**Problem to solve:** Reproduce the data below word for word, setting aside any picture it holds.

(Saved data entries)
══════

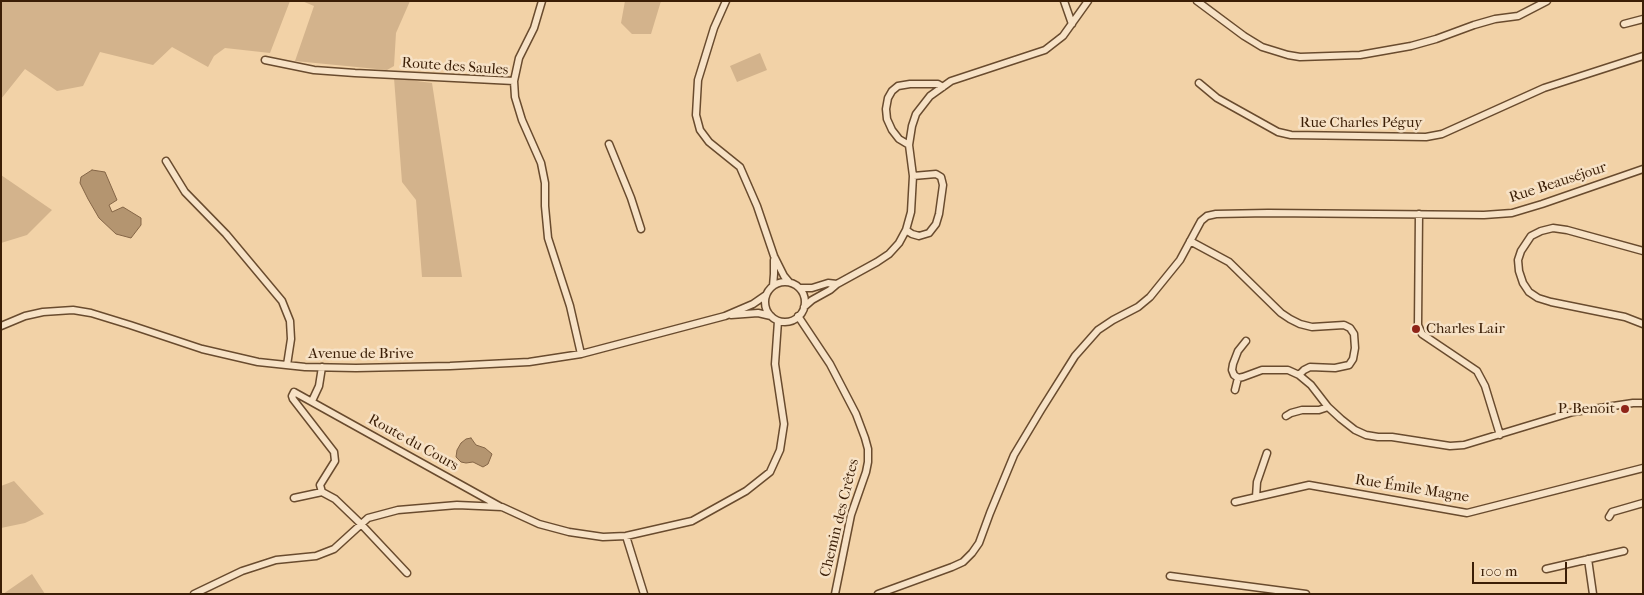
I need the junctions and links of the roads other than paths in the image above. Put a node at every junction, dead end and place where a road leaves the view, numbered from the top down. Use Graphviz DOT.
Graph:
graph roads {
  1 [pos="542,1"];
  2 [pos="726,1"];
  3 [pos="1064,1"];
  4 [pos="1088,1"];
  5 [pos="1197,1"];
  6 [pos="1547,1"];
  7 [pos="1643,19"];
  8 [pos="1072,24"];
  9 [pos="1624,24"];
  10 [pos="1643,56"];
  11 [pos="265,60"];
  12 [pos="514,81"];
  13 [pos="1199,83"];
  14 [pos="943,87"];
  15 [pos="609,144"];
  16 [pos="908,145"];
  17 [pos="166,161"];
  18 [pos="1643,169"];
  19 [pos="913,176"];
  20 [pos="1420,214"];
  21 [pos="641,229"];
  22 [pos="906,230"];
  23 [pos="1190,241"];
  24 [pos="1643,251"];
  25 [pos="774,256"];
  26 [pos="789,282"];
  27 [pos="837,284"];
  28 [pos="773,286"];
  29 [pos="800,288"];
  30 [pos="766,295"];
  31 [pos="804,307"];
  32 [pos="725,316"];
  33 [pos="771,316"];
  34 [pos="798,316"];
  35 [pos="778,321"];
  36 [pos="1643,324"];
  37 [pos="1,326"];
  38 [pos="1246,341"];
  39 [pos="581,354"];
  40 [pos="287,365"];
  41 [pos="322,367"];
  42 [pos="1299,375"];
  43 [pos="1238,378"];
  44 [pos="1235,390"];
  45 [pos="312,401"];
  46 [pos="1643,403"];
  47 [pos="1328,407"];
  48 [pos="1286,416"];
  49 [pos="1500,435"];
  50 [pos="1267,453"];
  51 [pos="1643,468"];
  52 [pos="322,492"];
  53 [pos="1256,497"];
  54 [pos="294,498"];
  55 [pos="1235,502"];
  56 [pos="1643,503"];
  57 [pos="502,508"];
  58 [pos="1609,517"];
  59 [pos="360,523"];
  60 [pos="626,536"];
  61 [pos="1624,551"];
  62 [pos="1588,559"];
  63 [pos="1546,569"];
  64 [pos="407,573"];
  65 [pos="1170,576"];
  66 [pos="194,594"];
  67 [pos="644,594"];
  68 [pos="834,594"];
  69 [pos="878,594"];
  70 [pos="1306,594"];
  71 [pos="1593,594"];
  1 -- 12 [label="street"];
  2 -- 25 [label="street"];
  3 -- 8 [label="street"];
  4 -- 8 [label="street"];
  5 -- 6 [label="street"];
  7 -- 9 [label="street"];
  8 -- 14 [label="street"];
  10 -- 13 [label="street, Rue Charles Péguy"];
  11 -- 12 [label="street, Route des Saules"];
  12 -- 39 [label="street, Route des Saules"];
  14 -- 16 [label="street"];
  14 -- 16 [label="street"];
  15 -- 21 [label="street"];
  16 -- 19 [label="street"];
  17 -- 40 [label="street"];
  18 -- 20 [label="street, Rue Beauséjour"];
  19 -- 22 [label="street"];
  19 -- 22 [label="street"];
  20 -- 23 [label="street, Rue Beauséjour"];
  20 -- 49 [label="street"];
  22 -- 27 [label="street"];
  23 -- 42 [label="street"];
  23 -- 69 [label="street, Rue Beauséjour"];
  24 -- 36 [label="street"];
  25 -- 26 [label="street"];
  25 -- 28 [label="street"];
  26 -- 28 [label="street"];
  26 -- 29 [label="street"];
  27 -- 29 [label="street"];
  27 -- 31 [label="street"];
  28 -- 30 [label="street"];
  29 -- 31 [label="street"];
  30 -- 32 [label="street"];
  30 -- 33 [label="street"];
  31 -- 34 [label="street"];
  32 -- 33 [label="street"];
  32 -- 39 [label="street, Avenue de Brive"];
  33 -- 35 [label="street"];
  34 -- 35 [label="street"];
  34 -- 68 [label="street, Chemin des Crêtes"];
  35 -- 60 [label="street, Route du Cours"];
  37 -- 40 [label="street, Avenue de Brive"];
  38 -- 43 [label="street"];
  39 -- 41 [label="street, Avenue de Brive"];
  40 -- 41 [label="street, Avenue de Brive"];
  41 -- 45 [label="street"];
  42 -- 43 [label="street"];
  42 -- 47 [label="street"];
  43 -- 44 [label="street"];
  45 -- 52 [label="street, Route du Cours"];
  45 -- 57 [label="street, Route du Cours"];
  46 -- 49 [label="street"];
  47 -- 48 [label="street"];
  47 -- 49 [label="street"];
  50 -- 53 [label="street"];
  51 -- 53 [label="street, Rue Émile Magne"];
  52 -- 54 [label="street"];
  52 -- 59 [label="street"];
  53 -- 55 [label="street, Rue Émile Magne"];
  56 -- 58 [label="street"];
  57 -- 59 [label="street, Route du Cours"];
  57 -- 60 [label="street, Route du Cours"];
  59 -- 64 [label="street"];
  59 -- 66 [label="street"];
  60 -- 67 [label="street"];
  61 -- 62 [label="street"];
  62 -- 63 [label="street"];
  62 -- 71 [label="street"];
  65 -- 70 [label="street"];
}
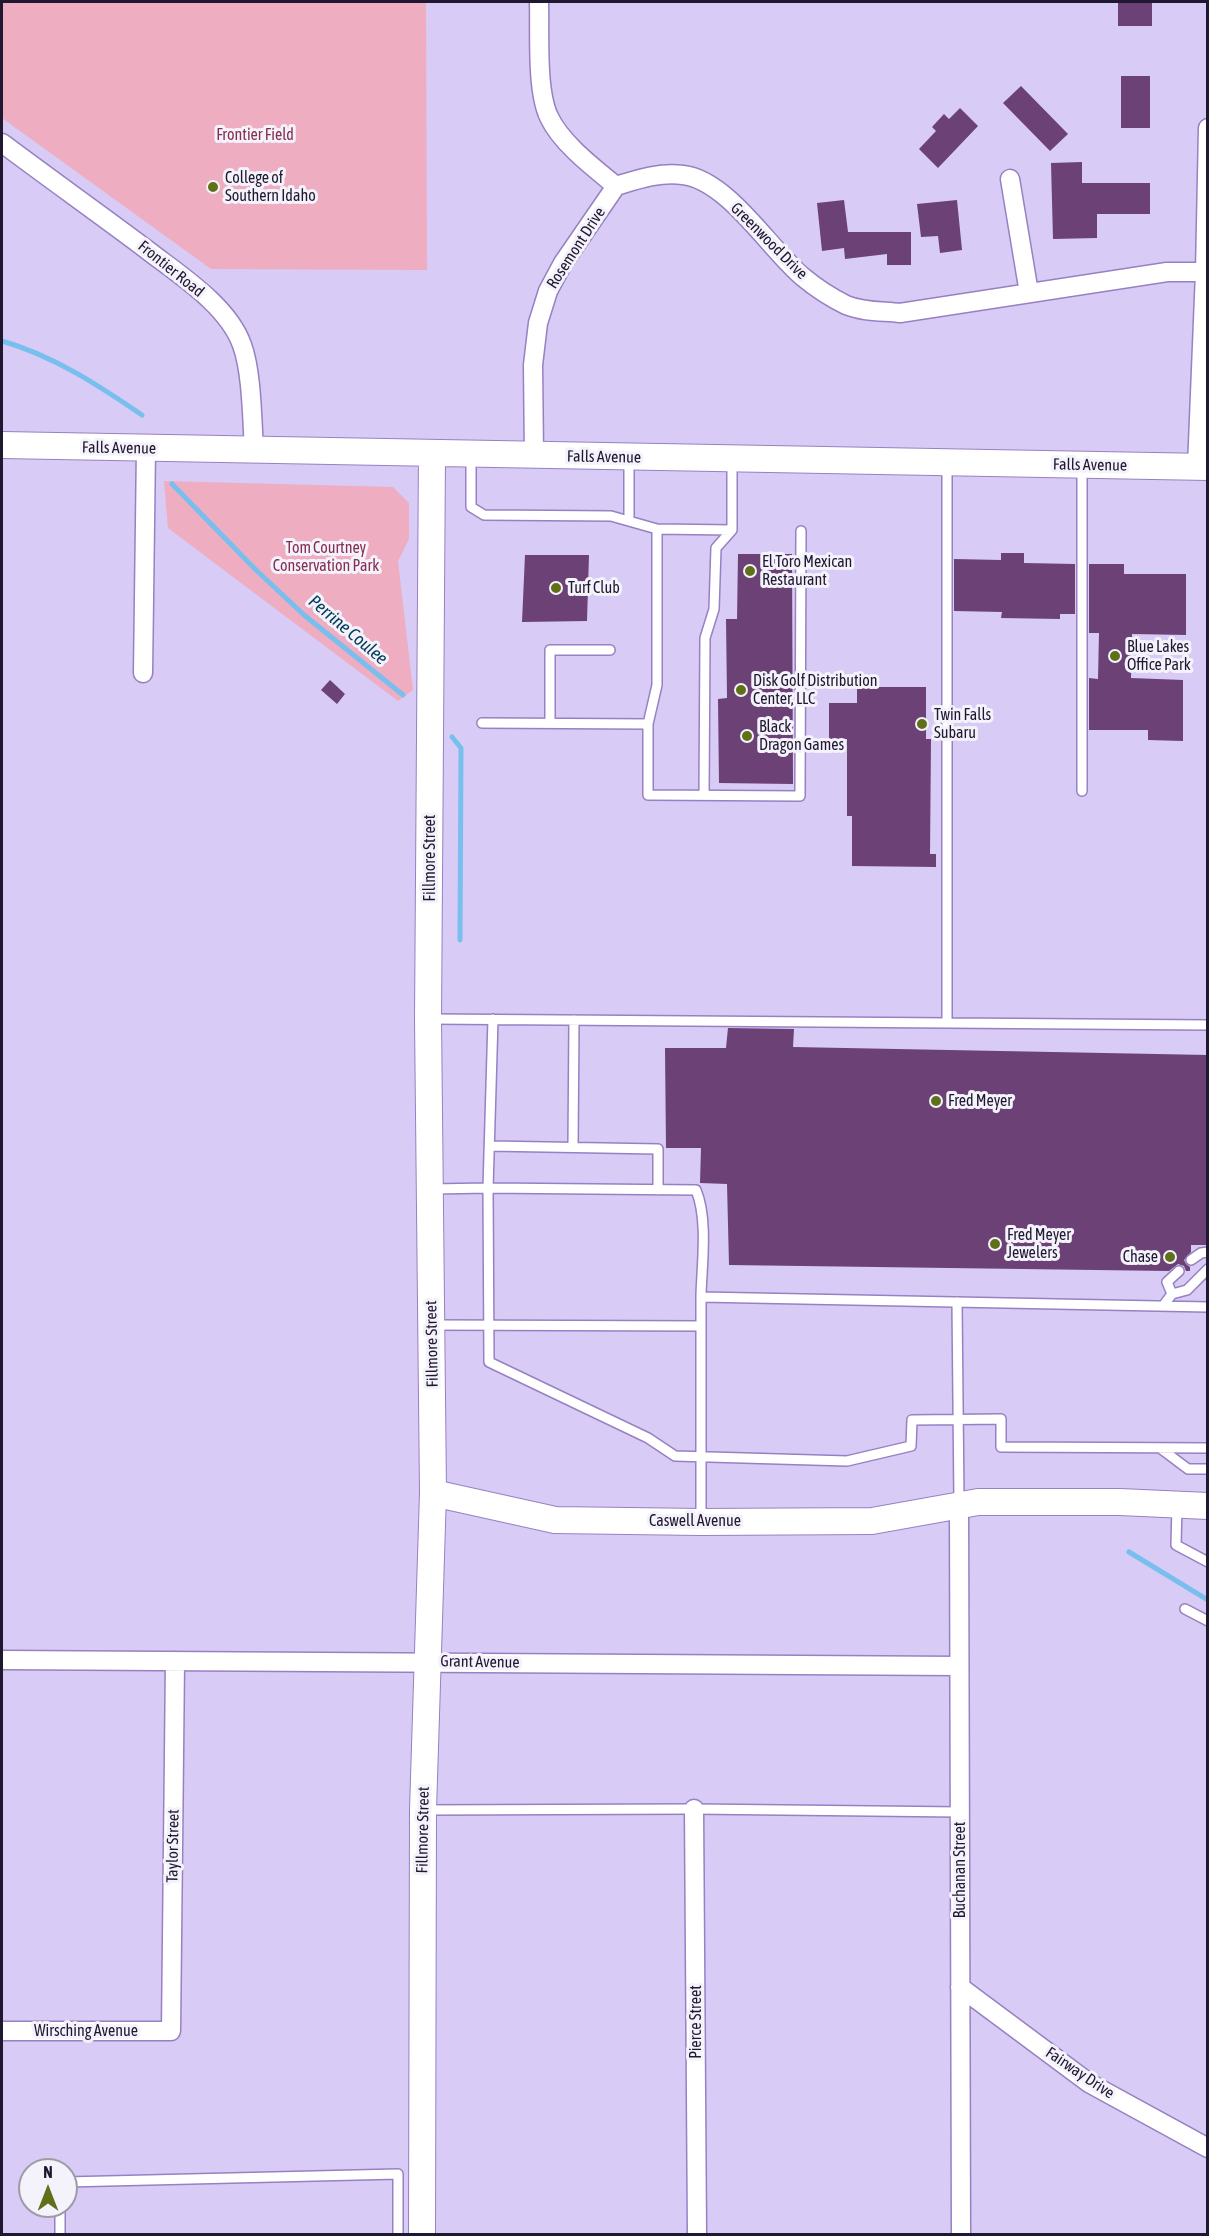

══════

**Finished task:**
I need the junctions and links of the roads other than paths in the image above. Put a node at every junction, dead end and place where a road leaves the view, numbered from the top down. Use Graphviz DOT.
Graph:
graph roads {
  1 [pos="542,1"];
  2 [pos="726,1"];
  3 [pos="1064,1"];
  4 [pos="1088,1"];
  5 [pos="1197,1"];
  6 [pos="1547,1"];
  7 [pos="1643,19"];
  8 [pos="1072,24"];
  9 [pos="1624,24"];
  10 [pos="1643,56"];
  11 [pos="265,60"];
  12 [pos="514,81"];
  13 [pos="1199,83"];
  14 [pos="943,87"];
  15 [pos="609,144"];
  16 [pos="908,145"];
  17 [pos="166,161"];
  18 [pos="1643,169"];
  19 [pos="913,176"];
  20 [pos="1420,214"];
  21 [pos="641,229"];
  22 [pos="906,230"];
  23 [pos="1190,241"];
  24 [pos="1643,251"];
  25 [pos="774,256"];
  26 [pos="789,282"];
  27 [pos="837,284"];
  28 [pos="773,286"];
  29 [pos="800,288"];
  30 [pos="766,295"];
  31 [pos="804,307"];
  32 [pos="725,316"];
  33 [pos="771,316"];
  34 [pos="798,316"];
  35 [pos="778,321"];
  36 [pos="1643,324"];
  37 [pos="1,326"];
  38 [pos="1246,341"];
  39 [pos="581,354"];
  40 [pos="287,365"];
  41 [pos="322,367"];
  42 [pos="1299,375"];
  43 [pos="1238,378"];
  44 [pos="1235,390"];
  45 [pos="312,401"];
  46 [pos="1643,403"];
  47 [pos="1328,407"];
  48 [pos="1286,416"];
  49 [pos="1500,435"];
  50 [pos="1267,453"];
  51 [pos="1643,468"];
  52 [pos="322,492"];
  53 [pos="1256,497"];
  54 [pos="294,498"];
  55 [pos="1235,502"];
  56 [pos="1643,503"];
  57 [pos="502,508"];
  58 [pos="1609,517"];
  59 [pos="360,523"];
  60 [pos="626,536"];
  61 [pos="1624,551"];
  62 [pos="1588,559"];
  63 [pos="1546,569"];
  64 [pos="407,573"];
  65 [pos="1170,576"];
  66 [pos="194,594"];
  67 [pos="644,594"];
  68 [pos="834,594"];
  69 [pos="878,594"];
  70 [pos="1306,594"];
  71 [pos="1593,594"];
  1 -- 12 [label="street"];
  2 -- 25 [label="street"];
  3 -- 8 [label="street"];
  4 -- 8 [label="street"];
  5 -- 6 [label="street"];
  7 -- 9 [label="street"];
  8 -- 14 [label="street"];
  10 -- 13 [label="street, Rue Charles Péguy"];
  11 -- 12 [label="street, Route des Saules"];
  12 -- 39 [label="street, Route des Saules"];
  14 -- 16 [label="street"];
  14 -- 16 [label="street"];
  15 -- 21 [label="street"];
  16 -- 19 [label="street"];
  17 -- 40 [label="street"];
  18 -- 20 [label="street, Rue Beauséjour"];
  19 -- 22 [label="street"];
  19 -- 22 [label="street"];
  20 -- 23 [label="street, Rue Beauséjour"];
  20 -- 49 [label="street"];
  22 -- 27 [label="street"];
  23 -- 42 [label="street"];
  23 -- 69 [label="street, Rue Beauséjour"];
  24 -- 36 [label="street"];
  25 -- 26 [label="street"];
  25 -- 28 [label="street"];
  26 -- 28 [label="street"];
  26 -- 29 [label="street"];
  27 -- 29 [label="street"];
  27 -- 31 [label="street"];
  28 -- 30 [label="street"];
  29 -- 31 [label="street"];
  30 -- 32 [label="street"];
  30 -- 33 [label="street"];
  31 -- 34 [label="street"];
  32 -- 33 [label="street"];
  32 -- 39 [label="street, Avenue de Brive"];
  33 -- 35 [label="street"];
  34 -- 35 [label="street"];
  34 -- 68 [label="street, Chemin des Crêtes"];
  35 -- 60 [label="street, Route du Cours"];
  37 -- 40 [label="street, Avenue de Brive"];
  38 -- 43 [label="street"];
  39 -- 41 [label="street, Avenue de Brive"];
  40 -- 41 [label="street, Avenue de Brive"];
  41 -- 45 [label="street"];
  42 -- 43 [label="street"];
  42 -- 47 [label="street"];
  43 -- 44 [label="street"];
  45 -- 52 [label="street, Route du Cours"];
  45 -- 57 [label="street, Route du Cours"];
  46 -- 49 [label="street"];
  47 -- 48 [label="street"];
  47 -- 49 [label="street"];
  50 -- 53 [label="street"];
  51 -- 53 [label="street, Rue Émile Magne"];
  52 -- 54 [label="street"];
  52 -- 59 [label="street"];
  53 -- 55 [label="street, Rue Émile Magne"];
  56 -- 58 [label="street"];
  57 -- 59 [label="street, Route du Cours"];
  57 -- 60 [label="street, Route du Cours"];
  59 -- 64 [label="street"];
  59 -- 66 [label="street"];
  60 -- 67 [label="street"];
  61 -- 62 [label="street"];
  62 -- 63 [label="street"];
  62 -- 71 [label="street"];
  65 -- 70 [label="street"];
}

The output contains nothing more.